„repetitive-strain-injury“ = chronischer Schaden durch Überlastung (z. B. Computer- oder Fließbandarbeit, Gartenarbeit …)
Eine Sehnenscheidenentzündung (Tendovaginitis) ist eine schmerzhafte Entzündung der schützenden Hülle einer Sehne, meist verursacht durch Überlastung oder wiederholte Bewegungen.
Arthrose im Handgelenk, betont am seitlichen Gelenk („Verschleiß“)
Knochenbruch, besonders ein Bruch oder gar Abriss des „Processus styloideus ulnae“, einem Knochenfortsatz an der Ulna (Elle) oder aber der Bruch der Speiche (Radius).

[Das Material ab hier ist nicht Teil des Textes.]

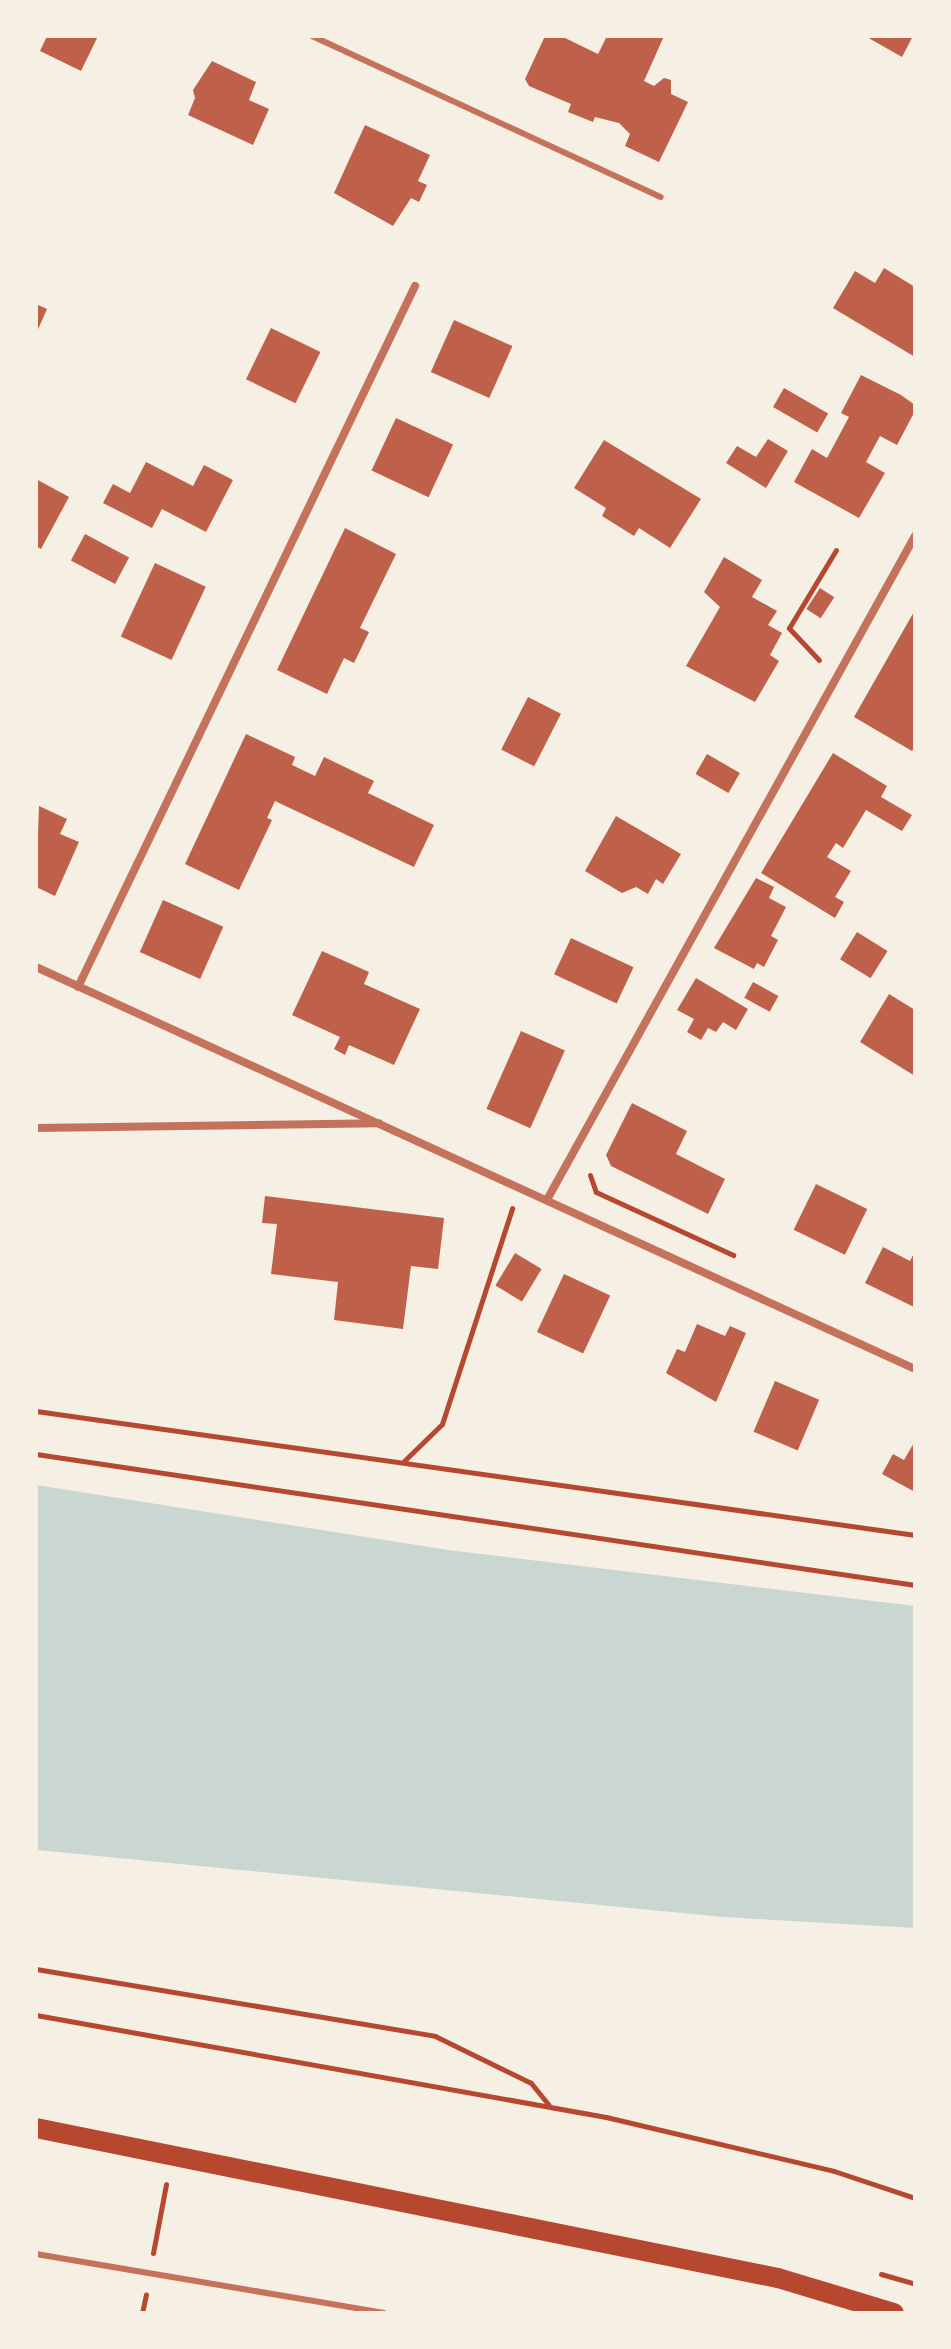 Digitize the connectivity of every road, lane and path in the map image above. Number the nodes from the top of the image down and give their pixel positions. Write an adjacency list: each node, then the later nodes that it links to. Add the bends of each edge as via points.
1 (312, 36): 2 (lane)
2 (661, 197)
3 (415, 286): 8 (street)
4 (915, 536): 12 (street)
5 (836, 550): 6 (path, via 789,628)
6 (819, 660)
7 (36, 967): 8 (street)
8 (78, 987): 9 (street)
9 (382, 1123): 10 (street); 12 (street)
10 (36, 1128)
11 (593, 1166): 14 (path, via 589,1178 596,1192)
12 (548, 1198): 15 (street)
13 (512, 1207): 18 (path, via 442,1424)
14 (747, 1262)
15 (915, 1369)
16 (36, 1411): 18 (path)
17 (36, 1454): 20 (path)
18 (404, 1461): 19 (path)
19 (915, 1535)
20 (915, 1585)
21 (36, 1969): 23 (path, via 435,2036 531,2083)
22 (36, 2015): 23 (path)
23 (550, 2106): 26 (path, via 834,2171)
24 (36, 2128): 30 (main road, via 778,2278)
25 (167, 2181): 27 (path)
26 (915, 2198)
27 (156, 2235)
28 (36, 2254): 29 (lane)
29 (384, 2313)
30 (894, 2313)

Ein Ganglion im Handgelenk ist eine gutartige, flüssigkeitsgefüllte Zyste im Weichgewebe → ungefährlich!
Eine rheumatische Erkrankung (z. B. rheumatoide Arthritis) ist ein Sammelbegriff für entzündliche oder degenerative Beschwerden des Bewegungsapparates, bei denen Gelenke, Sehnen oder Bindegewebe chronisch betroffen sind.

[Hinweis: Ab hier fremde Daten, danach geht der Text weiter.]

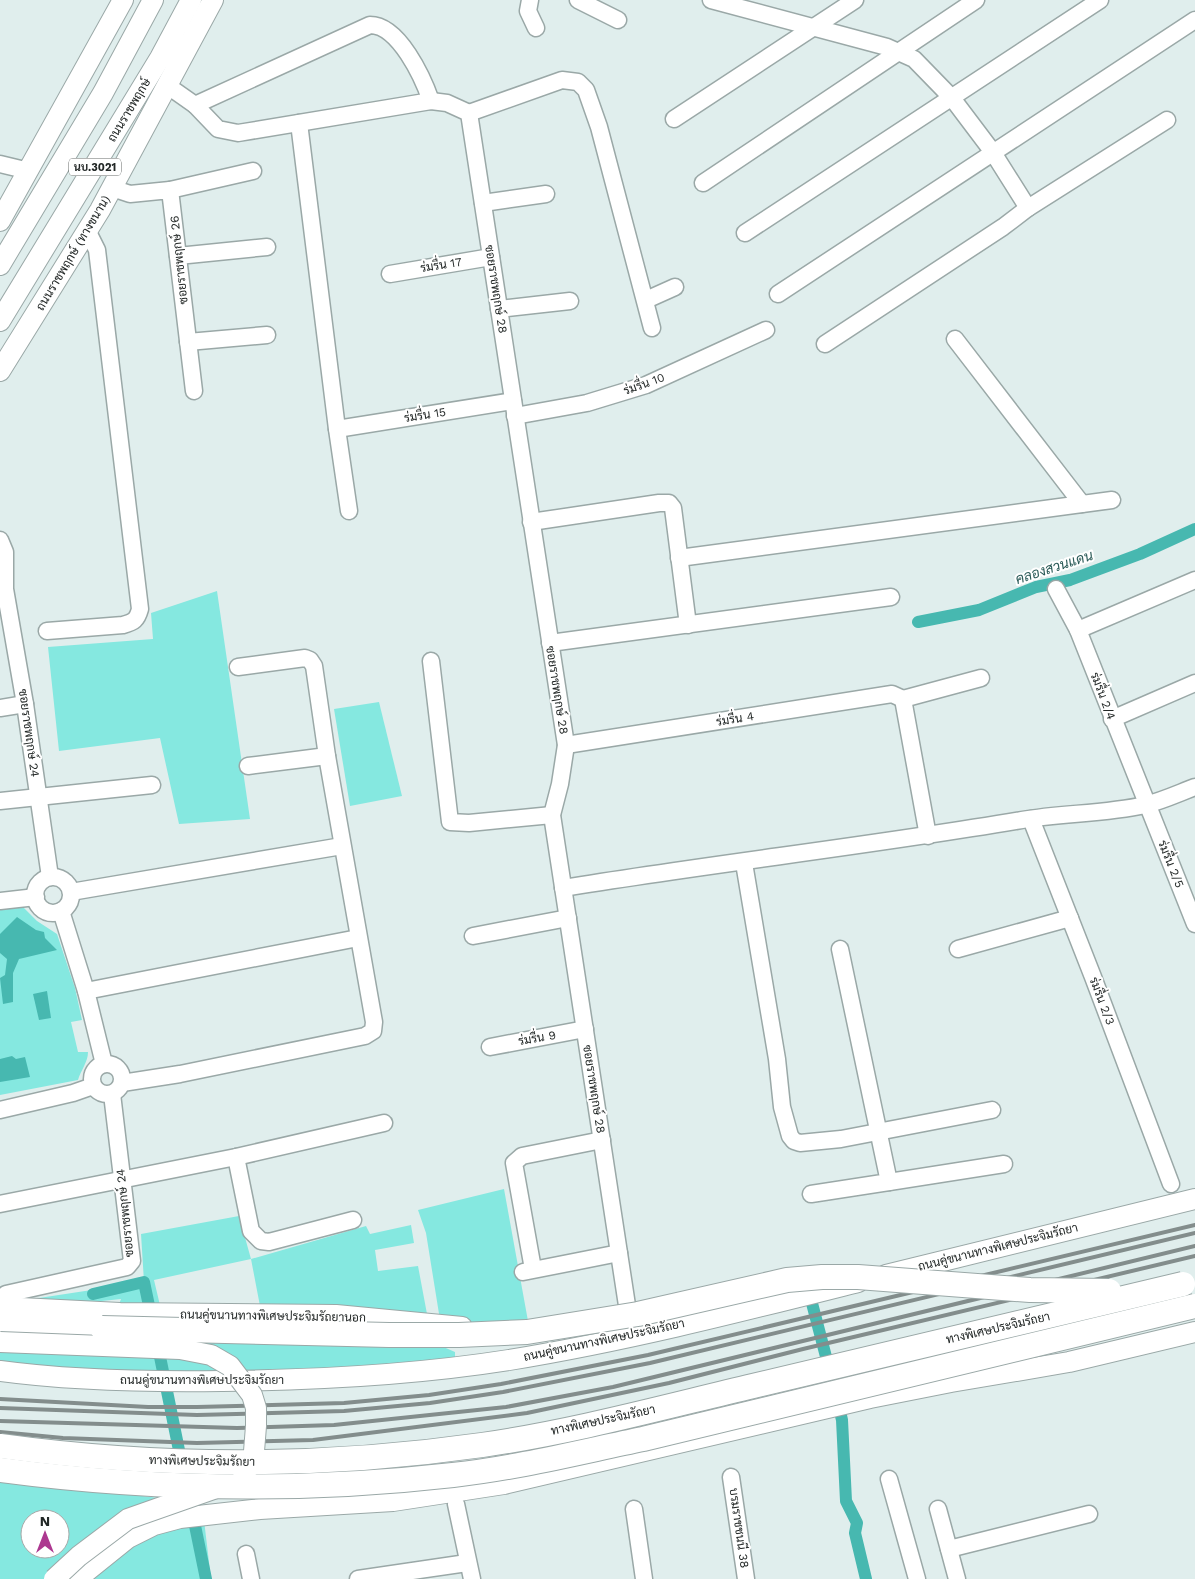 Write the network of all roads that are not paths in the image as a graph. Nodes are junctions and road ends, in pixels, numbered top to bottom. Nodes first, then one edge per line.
1 (123, 0) edge
2 (140, 0) edge
3 (152, 0) edge
4 (212, 0) edge
5 (530, 0) edge
6 (578, 0) edge
7 (711, 0) edge
8 (855, 0) edge
9 (976, 0) edge
10 (1100, 0) edge
11 (193, 6) edge
12 (618, 20) dead end
13 (1195, 20) edge
14 (815, 26) junction
15 (536, 28) dead end
16 (900, 51) junction
17 (163, 83) junction
18 (952, 98) junction
19 (431, 101) junction
20 (196, 105) junction
21 (469, 113) junction
22 (674, 119) dead end
23 (1167, 120) dead end
24 (299, 123) junction
25 (992, 152) junction
26 (64, 159) junction
27 (0, 164) edge
28 (253, 170) dead end
29 (29, 171) junction
30 (115, 181) junction
31 (703, 182) dead end
32 (170, 190) junction
33 (546, 194) dead end
34 (483, 203) junction
35 (1028, 208) junction
36 (0, 221) edge
37 (87, 230) junction
38 (745, 233) dead end
39 (267, 247) dead end
40 (178, 256) junction
41 (491, 257) junction
42 (0, 264) edge
43 (390, 274) dead end
44 (675, 287) dead end
45 (778, 294) dead end
46 (646, 300) junction
47 (570, 301) dead end
48 (499, 309) junction
49 (0, 321) edge
50 (652, 328) dead end
51 (766, 330) dead end
52 (267, 334) dead end
53 (955, 339) dead end
54 (188, 342) junction
55 (825, 344) dead end
56 (0, 372) edge
57 (194, 391) dead end
58 (514, 408) junction
59 (337, 429) junction
60 (1112, 500) dead end
61 (1082, 504) junction
62 (349, 511) dead end
63 (532, 522) junction
64 (0, 540) edge
65 (679, 558) junction
66 (1195, 580) edge
67 (2, 586) edge
68 (1056, 589) dead end
69 (891, 597) dead end
70 (688, 625) junction
71 (1078, 630) junction
72 (47, 631) dead end
73 (550, 643) junction
74 (430, 661) dead end
75 (238, 666) dead end
76 (981, 678) dead end
77 (1195, 683) edge
78 (903, 699) junction
79 (25, 704) junction
80 (0, 708) edge
81 (1112, 719) junction
82 (566, 745) junction
83 (327, 756) junction
84 (248, 766) dead end
85 (152, 785) dead end
86 (1195, 787) edge
87 (38, 798) junction
88 (0, 801) edge
89 (1148, 805) junction
90 (552, 815) junction
91 (1031, 819) junction
92 (928, 836) junction
93 (342, 846) junction
94 (744, 863) junction
95 (50, 877) junction
96 (563, 888) junction
97 (71, 892) junction
98 (36, 897) junction
99 (0, 901) edge
100 (61, 911) junction
101 (568, 918) junction
102 (1070, 918) junction
103 (1195, 924) edge
104 (473, 936) dead end
105 (358, 938) junction
106 (840, 949) dead end
107 (958, 949) dead end
108 (86, 992) junction
109 (585, 1029) junction
110 (490, 1047) dead end
111 (104, 1064) junction
112 (93, 1086) junction
113 (117, 1089) junction
114 (0, 1110) edge
115 (992, 1110) dead end
116 (384, 1123) dead end
117 (878, 1132) junction
118 (602, 1140) junction
119 (236, 1156) junction
120 (1004, 1164) dead end
121 (121, 1179) junction
122 (889, 1182) junction
123 (1171, 1184) dead end
124 (811, 1194) dead end
125 (1195, 1198) edge
126 (0, 1204) edge
127 (353, 1220) dead end
128 (619, 1252) junction
129 (1189, 1282) edge
130 (3, 1301) edge
131 (1195, 1306) edge
132 (111, 1320) junction
133 (0, 1324) edge
134 (1195, 1332) edge
135 (632, 1335) junction
136 (0, 1342) edge
137 (575, 1347) junction
138 (0, 1371) edge
139 (0, 1446) edge
140 (0, 1470) edge
141 (0, 1476) edge
142 (731, 1477) dead end
143 (889, 1478) dead end
144 (113, 1492) dead end
145 (456, 1504) dead end
146 (938, 1509) dead end
147 (634, 1510) dead end
148 (1089, 1514) dead end
149 (949, 1549) junction
150 (246, 1554) dead end
151 (467, 1563) junction
152 (54, 1579) edge
153 (77, 1579) edge
154 (251, 1579) edge
155 (358, 1579) edge
156 (472, 1579) edge
157 (644, 1579) edge
158 (746, 1579) edge
159 (918, 1579) edge
160 (957, 1579) edge

1 - 29 main road
2 - 26 main road
3 - 26 main road, นบ.3021
4 - 17 main road, ถนนราชพฤกษ์ (ทางขนาน) / นบ.3021
5 - 15 street
6 - 12 street
7 - 14 street
8 - 14 street
9 - 16 street
10 - 18 street
11 - 17 main road
11 - 49 main road, ถนนราชพฤกษ์ / นบ.3021
13 - 25 street
14 - 16 street
14 - 22 street
16 - 18 street
16 - 31 street
17 - 20 street
17 - 30 main road, ถนนราชพฤกษ์ (ทางขนาน) / นบ.3021
18 - 25 street
18 - 38 street
19 - 20 street
19 - 21 street
19 - 24 street
20 - 24 street
21 - 34 street, ซอยราชพฤกษ์ 28
21 - 46 street
23 - 35 street
24 - 59 street
25 - 35 street
25 - 45 street
26 - 42 main road, นบ.3021
27 - 29 street
28 - 32 street
29 - 36 main road
30 - 32 street
30 - 37 main road, ถนนราชพฤกษ์ (ทางขนาน) / นบ.3021
32 - 40 street, ซอยราชพฤกษ์ 26
33 - 34 street
34 - 41 street, ซอยราชพฤกษ์ 28
35 - 55 street
37 - 56 main road, ถนนราชพฤกษ์ (ทางขนาน) / นบ.3021
37 - 72 street
39 - 40 street
40 - 54 street, ซอยราชพฤกษ์ 26
41 - 43 street, ร่มรื่น 17
41 - 48 street, ซอยราชพฤกษ์ 28
44 - 46 street
46 - 50 street
47 - 48 street
48 - 58 street, ซอยราชพฤกษ์ 28
51 - 58 street, ร่มรื่น 10
52 - 54 street
53 - 61 street
54 - 57 street, ซอยราชพฤกษ์ 26
58 - 59 street, ร่มรื่น 15
58 - 63 street, ซอยราชพฤกษ์ 28
59 - 62 street
60 - 61 street
61 - 65 street
63 - 65 street
63 - 73 street, ซอยราชพฤกษ์ 28
64 - 67 street, ซอยราชพฤกษ์ 24
65 - 70 street
66 - 71 street
67 - 79 street, ซอยราชพฤกษ์ 24
68 - 71 street, ร่มรื่น 2/4
69 - 70 street
70 - 73 street
71 - 81 street, ร่มรื่น 2/4
73 - 82 street, ซอยราชพฤกษ์ 28
74 - 90 street
75 - 83 street
76 - 78 street
77 - 81 street
78 - 82 street, ร่มรื่น 4
78 - 92 street
79 - 80 street
79 - 87 street, ซอยราชพฤกษ์ 24
81 - 89 street, ร่มรื่น 2/4
82 - 90 street, ซอยราชพฤกษ์ 28
83 - 84 street
83 - 93 street
85 - 87 street
86 - 89 street
87 - 88 street
87 - 95 street, ซอยราชพฤกษ์ 24
89 - 91 street
89 - 103 street, ร่มรื่น 2/5
90 - 96 street, ซอยราชพฤกษ์ 28
91 - 92 street
91 - 102 street, ร่มรื่น 2/3
92 - 94 street
93 - 97 street
93 - 105 street
94 - 96 street
94 - 117 street
95 - 97 street
95 - 98 street
96 - 101 street, ซอยราชพฤกษ์ 28
97 - 100 street
98 - 99 street
98 - 100 street
100 - 108 street
101 - 104 street
101 - 109 street, ซอยราชพฤกษ์ 28
102 - 107 street
102 - 123 street, ร่มรื่น 2/3
105 - 108 street
105 - 113 street
106 - 117 street
108 - 111 street
109 - 110 street, ร่มรื่น 9
109 - 118 street, ซอยราชพฤกษ์ 28
111 - 112 street
111 - 113 street, ซอยราชพฤกษ์ 24
112 - 113 street
112 - 114 street
113 - 121 street, ซอยราชพฤกษ์ 24
115 - 117 street
116 - 119 street
117 - 122 street
118 - 128 street, ซอยราชพฤกษ์ 28
118 - 128 street
119 - 121 street
119 - 127 street
120 - 122 street
121 - 126 street
121 - 130 street, ซอยราชพฤกษ์ 24
122 - 124 street
125 - 135 main road, ถนนคู่ขนานทางพิเศษประจิมรัถยา
128 - 135 street, ซอยราชพฤกษ์ 28
129 - 132 highway, bridge
129 - 139 highway, ทางพิเศษประจิมรัถยา, bridge
130 - 132 main road, ถนนคู่ขนานทางพิเศษประจิมรัถยานอก
131 - 140 highway, ทางพิเศษประจิมรัถยา, bridge
132 - 133 highway
132 - 137 main road, ถนนคู่ขนานทางพิเศษประจิมรัถยานอก
134 - 153 main road
135 - 137 main road, ถนนคู่ขนานทางพิเศษประจิมรัถยา
136 - 152 main road, bridge
137 - 138 main road, ถนนคู่ขนานทางพิเศษประจิมรัถยา
141 - 144 street
142 - 158 street, บรมราชชนนี 38
143 - 159 street
145 - 151 street
146 - 149 street
147 - 157 street
148 - 149 street
149 - 160 street
150 - 154 street
151 - 155 street
151 - 156 street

Schmerzen am Handgelenk außen werden meist durch Unfälle oder eine Überbelastung ausgelöst. Oftmals sind die Beschwerden reversibel und bilden sich nach einer Zeit wieder zurück. Die Beschwerden können aber je nach Ursache immer wieder auftreten und den Alltag einschränken.
Meist sind die Schmerzen am äußeren Handgelenk nicht gefährlich im Sinne von nicht lebensbedrohlich.
Sie können sehr stark und einschränkend sein, lassen sich jedoch häufig behandeln.
Besonders wenn die Schmerzen nach einem Unfall auftreten, sollte man zum Arzt, um einen Knochenbruch (gebrochenes Handgelenk) auszuschließen.
Treten dann noch weitere Symptome wie Bewegungseinschränkung, Fehlstellung, „blauer Fleck“ (Hämatom) oder abnorme Beweglichkeit auf, sollte man auf jeden Fall zum Arzt.
Auch wenn die Schmerzen lange anhalten oder immer wieder auftreten, lohnt sich die ärztliche Abklärung.
Wenn es zu einer akuten Rötung, Schwellung und einem Funktionsverlust sowie starken Schmerzen kommt, besonders wenn es erstmals auftritt, sollte man sich ärztlich vorstellen.
Hier kann sich eine Entzündung des Gelenks hinter den Symptomen verstecken und somit auch Anziehen für eine rheumatische Erkrankung sein, die behandelt werden sollte.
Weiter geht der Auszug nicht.